:: GIVEN RECORDS ::

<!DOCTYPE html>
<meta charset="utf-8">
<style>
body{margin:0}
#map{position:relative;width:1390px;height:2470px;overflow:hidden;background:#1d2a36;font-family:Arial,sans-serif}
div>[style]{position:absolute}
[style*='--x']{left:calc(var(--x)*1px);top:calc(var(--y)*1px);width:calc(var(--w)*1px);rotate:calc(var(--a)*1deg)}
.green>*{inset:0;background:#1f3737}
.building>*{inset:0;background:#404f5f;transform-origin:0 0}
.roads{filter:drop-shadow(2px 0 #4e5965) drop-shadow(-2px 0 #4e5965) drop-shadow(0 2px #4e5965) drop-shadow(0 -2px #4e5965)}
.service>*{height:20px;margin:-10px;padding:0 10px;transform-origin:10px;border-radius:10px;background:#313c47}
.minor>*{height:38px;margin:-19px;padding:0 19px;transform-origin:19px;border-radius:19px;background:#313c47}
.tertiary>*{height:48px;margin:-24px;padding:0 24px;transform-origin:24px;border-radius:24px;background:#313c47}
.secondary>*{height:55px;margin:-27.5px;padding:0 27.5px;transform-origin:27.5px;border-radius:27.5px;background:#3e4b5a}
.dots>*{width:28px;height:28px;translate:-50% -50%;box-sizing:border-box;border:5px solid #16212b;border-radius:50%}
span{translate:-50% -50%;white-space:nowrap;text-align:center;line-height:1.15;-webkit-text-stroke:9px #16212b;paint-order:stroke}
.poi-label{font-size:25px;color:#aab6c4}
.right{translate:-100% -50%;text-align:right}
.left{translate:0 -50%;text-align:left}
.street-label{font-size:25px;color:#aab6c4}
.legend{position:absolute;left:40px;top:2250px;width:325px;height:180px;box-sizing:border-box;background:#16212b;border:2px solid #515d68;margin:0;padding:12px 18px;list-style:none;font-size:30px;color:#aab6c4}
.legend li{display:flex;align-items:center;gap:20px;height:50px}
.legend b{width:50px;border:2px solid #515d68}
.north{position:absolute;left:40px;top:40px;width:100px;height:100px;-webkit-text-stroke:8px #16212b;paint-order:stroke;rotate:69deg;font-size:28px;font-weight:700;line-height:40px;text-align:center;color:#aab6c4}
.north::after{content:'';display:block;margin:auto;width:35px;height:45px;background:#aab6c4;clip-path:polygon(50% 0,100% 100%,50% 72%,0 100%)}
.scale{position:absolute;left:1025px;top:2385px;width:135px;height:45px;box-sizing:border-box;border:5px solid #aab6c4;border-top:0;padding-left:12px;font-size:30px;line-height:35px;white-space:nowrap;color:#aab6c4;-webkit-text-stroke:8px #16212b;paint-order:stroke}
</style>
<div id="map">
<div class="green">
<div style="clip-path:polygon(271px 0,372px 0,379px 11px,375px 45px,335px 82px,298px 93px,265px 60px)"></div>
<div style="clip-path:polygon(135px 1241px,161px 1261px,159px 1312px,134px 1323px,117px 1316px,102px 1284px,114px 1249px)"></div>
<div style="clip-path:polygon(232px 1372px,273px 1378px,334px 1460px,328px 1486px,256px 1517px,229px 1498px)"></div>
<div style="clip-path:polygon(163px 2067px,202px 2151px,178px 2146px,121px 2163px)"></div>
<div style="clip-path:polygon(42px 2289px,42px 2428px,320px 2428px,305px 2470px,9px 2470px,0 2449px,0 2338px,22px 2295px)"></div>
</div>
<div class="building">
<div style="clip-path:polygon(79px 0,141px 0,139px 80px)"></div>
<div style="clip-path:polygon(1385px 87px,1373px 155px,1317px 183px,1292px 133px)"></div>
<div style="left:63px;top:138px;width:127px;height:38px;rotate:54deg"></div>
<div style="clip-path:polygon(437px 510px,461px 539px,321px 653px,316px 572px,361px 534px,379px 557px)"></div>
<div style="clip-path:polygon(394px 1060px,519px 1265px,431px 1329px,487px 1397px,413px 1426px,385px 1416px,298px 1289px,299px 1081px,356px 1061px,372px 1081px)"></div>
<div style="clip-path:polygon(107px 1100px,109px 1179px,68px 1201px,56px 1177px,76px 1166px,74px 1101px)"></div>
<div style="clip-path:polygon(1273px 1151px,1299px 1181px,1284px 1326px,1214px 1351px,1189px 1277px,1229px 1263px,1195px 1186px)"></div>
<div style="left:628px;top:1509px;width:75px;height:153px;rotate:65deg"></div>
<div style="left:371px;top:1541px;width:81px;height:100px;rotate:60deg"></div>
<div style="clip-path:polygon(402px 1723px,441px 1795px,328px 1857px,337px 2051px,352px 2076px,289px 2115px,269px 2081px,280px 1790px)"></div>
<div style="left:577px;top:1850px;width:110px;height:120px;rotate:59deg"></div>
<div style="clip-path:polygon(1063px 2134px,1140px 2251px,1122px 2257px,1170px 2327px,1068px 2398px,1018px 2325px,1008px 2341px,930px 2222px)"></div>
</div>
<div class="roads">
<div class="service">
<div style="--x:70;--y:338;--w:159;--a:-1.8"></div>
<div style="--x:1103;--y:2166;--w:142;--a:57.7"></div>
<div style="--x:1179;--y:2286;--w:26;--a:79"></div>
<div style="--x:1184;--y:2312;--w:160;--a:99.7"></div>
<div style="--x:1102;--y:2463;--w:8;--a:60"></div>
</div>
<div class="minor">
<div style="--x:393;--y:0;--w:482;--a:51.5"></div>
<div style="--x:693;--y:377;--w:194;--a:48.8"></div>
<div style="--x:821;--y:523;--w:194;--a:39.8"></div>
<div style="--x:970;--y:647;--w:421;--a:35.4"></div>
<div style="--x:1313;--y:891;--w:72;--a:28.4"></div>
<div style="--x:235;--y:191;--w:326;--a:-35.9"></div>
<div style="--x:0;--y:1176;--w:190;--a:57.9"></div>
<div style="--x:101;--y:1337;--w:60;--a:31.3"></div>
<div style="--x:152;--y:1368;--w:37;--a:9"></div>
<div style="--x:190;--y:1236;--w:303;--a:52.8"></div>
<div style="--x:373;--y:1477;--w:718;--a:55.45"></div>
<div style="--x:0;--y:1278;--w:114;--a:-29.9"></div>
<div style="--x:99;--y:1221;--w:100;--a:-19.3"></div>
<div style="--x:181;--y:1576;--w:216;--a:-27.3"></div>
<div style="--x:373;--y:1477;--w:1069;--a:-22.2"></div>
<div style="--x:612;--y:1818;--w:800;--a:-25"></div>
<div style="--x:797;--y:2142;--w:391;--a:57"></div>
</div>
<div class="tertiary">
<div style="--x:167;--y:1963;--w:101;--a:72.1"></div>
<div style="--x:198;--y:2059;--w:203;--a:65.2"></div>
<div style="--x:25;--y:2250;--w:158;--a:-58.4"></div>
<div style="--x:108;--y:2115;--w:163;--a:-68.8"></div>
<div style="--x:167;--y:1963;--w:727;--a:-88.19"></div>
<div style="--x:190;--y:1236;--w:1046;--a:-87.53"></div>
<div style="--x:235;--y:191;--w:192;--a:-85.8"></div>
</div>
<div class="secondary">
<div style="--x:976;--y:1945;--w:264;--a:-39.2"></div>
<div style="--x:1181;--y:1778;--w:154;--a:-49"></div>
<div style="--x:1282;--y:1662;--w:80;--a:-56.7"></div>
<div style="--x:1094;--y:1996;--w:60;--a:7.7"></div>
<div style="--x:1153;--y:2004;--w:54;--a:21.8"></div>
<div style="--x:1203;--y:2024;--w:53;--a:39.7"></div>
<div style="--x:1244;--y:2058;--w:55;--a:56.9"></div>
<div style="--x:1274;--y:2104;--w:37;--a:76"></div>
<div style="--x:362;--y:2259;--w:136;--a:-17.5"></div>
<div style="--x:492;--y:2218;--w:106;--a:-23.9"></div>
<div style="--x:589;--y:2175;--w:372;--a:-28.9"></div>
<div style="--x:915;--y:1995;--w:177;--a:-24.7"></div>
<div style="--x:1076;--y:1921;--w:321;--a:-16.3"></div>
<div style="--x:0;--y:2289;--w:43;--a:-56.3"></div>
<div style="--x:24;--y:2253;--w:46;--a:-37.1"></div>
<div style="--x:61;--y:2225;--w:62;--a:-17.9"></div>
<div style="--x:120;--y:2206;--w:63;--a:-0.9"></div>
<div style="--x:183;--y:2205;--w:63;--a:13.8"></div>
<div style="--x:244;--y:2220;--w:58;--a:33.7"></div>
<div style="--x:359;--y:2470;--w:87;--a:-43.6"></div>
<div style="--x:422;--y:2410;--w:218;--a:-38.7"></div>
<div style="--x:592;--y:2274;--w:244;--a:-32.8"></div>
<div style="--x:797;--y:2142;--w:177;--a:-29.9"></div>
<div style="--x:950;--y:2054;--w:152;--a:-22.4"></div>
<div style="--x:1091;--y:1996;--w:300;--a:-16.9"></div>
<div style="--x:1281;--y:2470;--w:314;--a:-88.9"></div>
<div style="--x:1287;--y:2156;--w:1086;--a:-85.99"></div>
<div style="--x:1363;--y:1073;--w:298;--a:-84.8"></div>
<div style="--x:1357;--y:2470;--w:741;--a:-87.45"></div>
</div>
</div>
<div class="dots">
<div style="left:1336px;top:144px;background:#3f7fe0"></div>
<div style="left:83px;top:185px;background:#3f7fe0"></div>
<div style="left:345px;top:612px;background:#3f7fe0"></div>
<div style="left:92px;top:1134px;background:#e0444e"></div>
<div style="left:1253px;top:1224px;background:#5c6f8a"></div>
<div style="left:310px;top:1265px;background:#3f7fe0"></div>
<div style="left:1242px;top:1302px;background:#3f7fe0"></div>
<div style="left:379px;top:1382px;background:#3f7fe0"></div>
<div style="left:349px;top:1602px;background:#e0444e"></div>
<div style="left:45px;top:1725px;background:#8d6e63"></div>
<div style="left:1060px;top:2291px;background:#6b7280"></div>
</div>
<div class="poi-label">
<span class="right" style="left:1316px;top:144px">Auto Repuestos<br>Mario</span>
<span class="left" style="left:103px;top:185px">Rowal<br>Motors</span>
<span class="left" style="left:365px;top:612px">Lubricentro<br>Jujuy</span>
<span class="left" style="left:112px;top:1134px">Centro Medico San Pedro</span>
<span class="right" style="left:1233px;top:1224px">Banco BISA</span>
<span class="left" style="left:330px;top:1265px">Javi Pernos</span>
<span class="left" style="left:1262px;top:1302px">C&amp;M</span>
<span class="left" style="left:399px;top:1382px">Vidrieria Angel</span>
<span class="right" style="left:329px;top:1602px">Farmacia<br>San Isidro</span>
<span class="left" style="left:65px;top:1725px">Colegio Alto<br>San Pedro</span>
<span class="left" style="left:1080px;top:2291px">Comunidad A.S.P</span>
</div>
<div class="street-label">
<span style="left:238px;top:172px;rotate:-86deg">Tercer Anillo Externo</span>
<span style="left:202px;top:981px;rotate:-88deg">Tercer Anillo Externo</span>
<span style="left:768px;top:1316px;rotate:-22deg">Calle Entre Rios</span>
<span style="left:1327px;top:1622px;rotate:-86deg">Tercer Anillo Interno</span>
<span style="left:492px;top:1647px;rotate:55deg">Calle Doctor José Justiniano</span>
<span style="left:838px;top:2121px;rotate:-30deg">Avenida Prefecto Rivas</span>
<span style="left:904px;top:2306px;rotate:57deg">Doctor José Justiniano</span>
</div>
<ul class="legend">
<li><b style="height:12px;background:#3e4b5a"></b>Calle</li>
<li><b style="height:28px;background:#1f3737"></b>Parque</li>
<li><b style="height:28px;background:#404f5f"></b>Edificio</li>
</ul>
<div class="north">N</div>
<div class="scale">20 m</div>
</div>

:::
:: GIVEN RECORDS ::

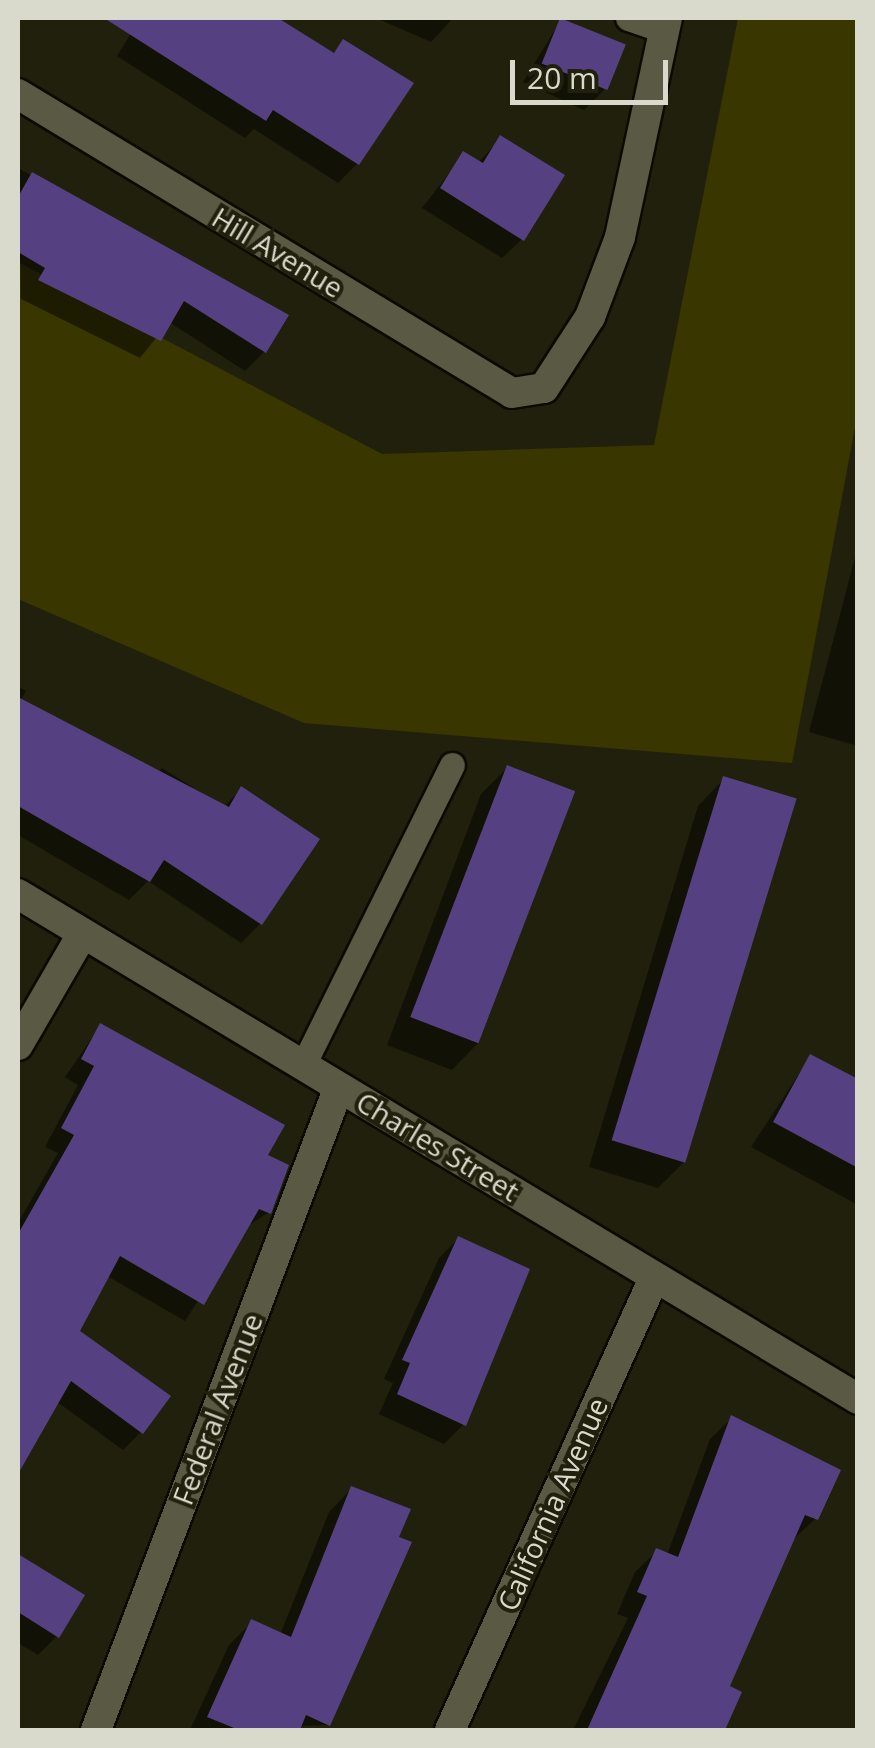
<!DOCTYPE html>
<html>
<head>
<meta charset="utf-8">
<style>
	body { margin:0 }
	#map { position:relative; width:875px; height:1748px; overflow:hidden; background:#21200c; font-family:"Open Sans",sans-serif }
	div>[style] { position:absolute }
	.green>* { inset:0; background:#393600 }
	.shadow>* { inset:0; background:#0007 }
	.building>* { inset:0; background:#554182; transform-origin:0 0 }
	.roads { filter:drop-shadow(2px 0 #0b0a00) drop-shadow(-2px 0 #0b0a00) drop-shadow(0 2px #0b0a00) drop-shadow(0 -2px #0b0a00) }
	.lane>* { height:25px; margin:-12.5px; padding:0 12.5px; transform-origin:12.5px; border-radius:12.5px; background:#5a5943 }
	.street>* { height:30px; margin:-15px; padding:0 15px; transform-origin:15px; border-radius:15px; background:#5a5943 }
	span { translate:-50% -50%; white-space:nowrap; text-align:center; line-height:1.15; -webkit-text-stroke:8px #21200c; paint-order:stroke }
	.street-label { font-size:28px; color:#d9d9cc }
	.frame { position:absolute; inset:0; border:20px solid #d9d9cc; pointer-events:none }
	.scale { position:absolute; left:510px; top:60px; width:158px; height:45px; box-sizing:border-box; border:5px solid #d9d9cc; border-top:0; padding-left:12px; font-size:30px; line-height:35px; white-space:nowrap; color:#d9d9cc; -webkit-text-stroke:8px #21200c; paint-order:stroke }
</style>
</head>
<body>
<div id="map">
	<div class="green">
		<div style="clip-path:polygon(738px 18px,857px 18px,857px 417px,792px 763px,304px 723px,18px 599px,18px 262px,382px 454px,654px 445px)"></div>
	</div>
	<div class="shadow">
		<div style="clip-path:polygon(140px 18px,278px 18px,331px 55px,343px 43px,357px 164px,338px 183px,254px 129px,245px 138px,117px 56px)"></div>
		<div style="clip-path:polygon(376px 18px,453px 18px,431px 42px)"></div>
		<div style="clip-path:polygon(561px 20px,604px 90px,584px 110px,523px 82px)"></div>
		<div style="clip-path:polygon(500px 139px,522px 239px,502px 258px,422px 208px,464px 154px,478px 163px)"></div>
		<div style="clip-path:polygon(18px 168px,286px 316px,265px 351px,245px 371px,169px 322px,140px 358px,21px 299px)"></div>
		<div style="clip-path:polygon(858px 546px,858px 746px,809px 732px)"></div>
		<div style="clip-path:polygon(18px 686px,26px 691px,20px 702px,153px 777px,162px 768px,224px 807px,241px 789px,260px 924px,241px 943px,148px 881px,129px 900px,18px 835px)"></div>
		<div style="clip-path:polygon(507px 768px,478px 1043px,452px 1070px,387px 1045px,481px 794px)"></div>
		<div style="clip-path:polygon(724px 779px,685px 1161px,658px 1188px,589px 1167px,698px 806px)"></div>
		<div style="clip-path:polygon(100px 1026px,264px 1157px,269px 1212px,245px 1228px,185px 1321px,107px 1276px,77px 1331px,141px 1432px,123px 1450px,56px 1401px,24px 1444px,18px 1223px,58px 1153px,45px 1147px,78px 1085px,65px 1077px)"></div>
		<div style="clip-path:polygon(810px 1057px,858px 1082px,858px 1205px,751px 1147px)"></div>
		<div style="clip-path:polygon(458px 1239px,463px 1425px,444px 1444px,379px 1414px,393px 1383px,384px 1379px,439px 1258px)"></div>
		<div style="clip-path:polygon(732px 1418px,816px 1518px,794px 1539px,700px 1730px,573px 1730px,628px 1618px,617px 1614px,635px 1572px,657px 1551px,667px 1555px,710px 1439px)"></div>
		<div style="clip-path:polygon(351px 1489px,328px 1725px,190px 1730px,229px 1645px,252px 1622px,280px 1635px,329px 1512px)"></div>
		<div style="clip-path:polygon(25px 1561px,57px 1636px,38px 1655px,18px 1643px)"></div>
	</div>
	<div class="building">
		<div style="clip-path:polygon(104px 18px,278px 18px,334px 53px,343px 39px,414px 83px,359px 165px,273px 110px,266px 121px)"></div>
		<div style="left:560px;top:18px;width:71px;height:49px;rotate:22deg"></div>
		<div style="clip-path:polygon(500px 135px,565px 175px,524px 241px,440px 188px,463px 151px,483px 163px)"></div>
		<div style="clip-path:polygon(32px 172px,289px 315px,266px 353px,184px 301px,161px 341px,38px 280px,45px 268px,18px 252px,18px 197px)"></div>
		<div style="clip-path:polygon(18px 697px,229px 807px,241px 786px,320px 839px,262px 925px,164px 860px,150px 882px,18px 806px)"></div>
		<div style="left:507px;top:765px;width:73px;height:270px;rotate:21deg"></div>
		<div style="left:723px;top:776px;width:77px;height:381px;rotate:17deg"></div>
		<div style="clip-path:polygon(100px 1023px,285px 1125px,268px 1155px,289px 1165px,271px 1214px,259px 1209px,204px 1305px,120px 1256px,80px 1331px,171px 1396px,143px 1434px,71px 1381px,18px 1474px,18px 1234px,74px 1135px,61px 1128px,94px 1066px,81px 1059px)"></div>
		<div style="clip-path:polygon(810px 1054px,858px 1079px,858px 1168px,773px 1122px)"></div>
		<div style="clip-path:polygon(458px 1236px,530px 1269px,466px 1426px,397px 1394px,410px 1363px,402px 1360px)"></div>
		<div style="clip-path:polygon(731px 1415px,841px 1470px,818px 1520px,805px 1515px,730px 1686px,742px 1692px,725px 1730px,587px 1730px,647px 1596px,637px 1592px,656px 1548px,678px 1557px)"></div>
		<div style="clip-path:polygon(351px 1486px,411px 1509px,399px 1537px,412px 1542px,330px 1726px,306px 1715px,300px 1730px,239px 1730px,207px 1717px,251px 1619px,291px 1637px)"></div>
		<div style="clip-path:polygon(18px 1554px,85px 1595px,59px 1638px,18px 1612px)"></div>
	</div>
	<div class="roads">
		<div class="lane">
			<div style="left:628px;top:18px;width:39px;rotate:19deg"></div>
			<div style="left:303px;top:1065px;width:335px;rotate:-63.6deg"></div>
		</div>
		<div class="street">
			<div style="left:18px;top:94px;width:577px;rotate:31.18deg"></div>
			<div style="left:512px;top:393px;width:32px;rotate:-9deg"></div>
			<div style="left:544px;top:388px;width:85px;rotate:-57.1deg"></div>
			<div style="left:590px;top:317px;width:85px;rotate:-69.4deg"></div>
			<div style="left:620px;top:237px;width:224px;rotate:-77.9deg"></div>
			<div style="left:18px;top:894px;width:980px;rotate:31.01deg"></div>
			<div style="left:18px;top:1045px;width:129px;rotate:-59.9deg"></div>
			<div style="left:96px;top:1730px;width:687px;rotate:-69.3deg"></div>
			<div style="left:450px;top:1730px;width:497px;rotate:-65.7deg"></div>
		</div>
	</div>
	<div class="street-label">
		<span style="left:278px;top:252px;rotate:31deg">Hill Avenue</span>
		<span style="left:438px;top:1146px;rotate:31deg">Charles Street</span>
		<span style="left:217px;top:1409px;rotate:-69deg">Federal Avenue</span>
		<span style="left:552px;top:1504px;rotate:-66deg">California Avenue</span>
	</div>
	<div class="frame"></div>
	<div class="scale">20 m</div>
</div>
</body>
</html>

:::

▶ _WORK REQUEST_:
Show the lines of the records above that mention "lane".

▶ _ANSWER TO THIS PROBLEM_:
	.lane>* { height:25px; margin:-12.5px; padding:0 12.5px; transform-origin:12.5px; border-radius:12.5px; background:#5a5943 }
		<div class="lane">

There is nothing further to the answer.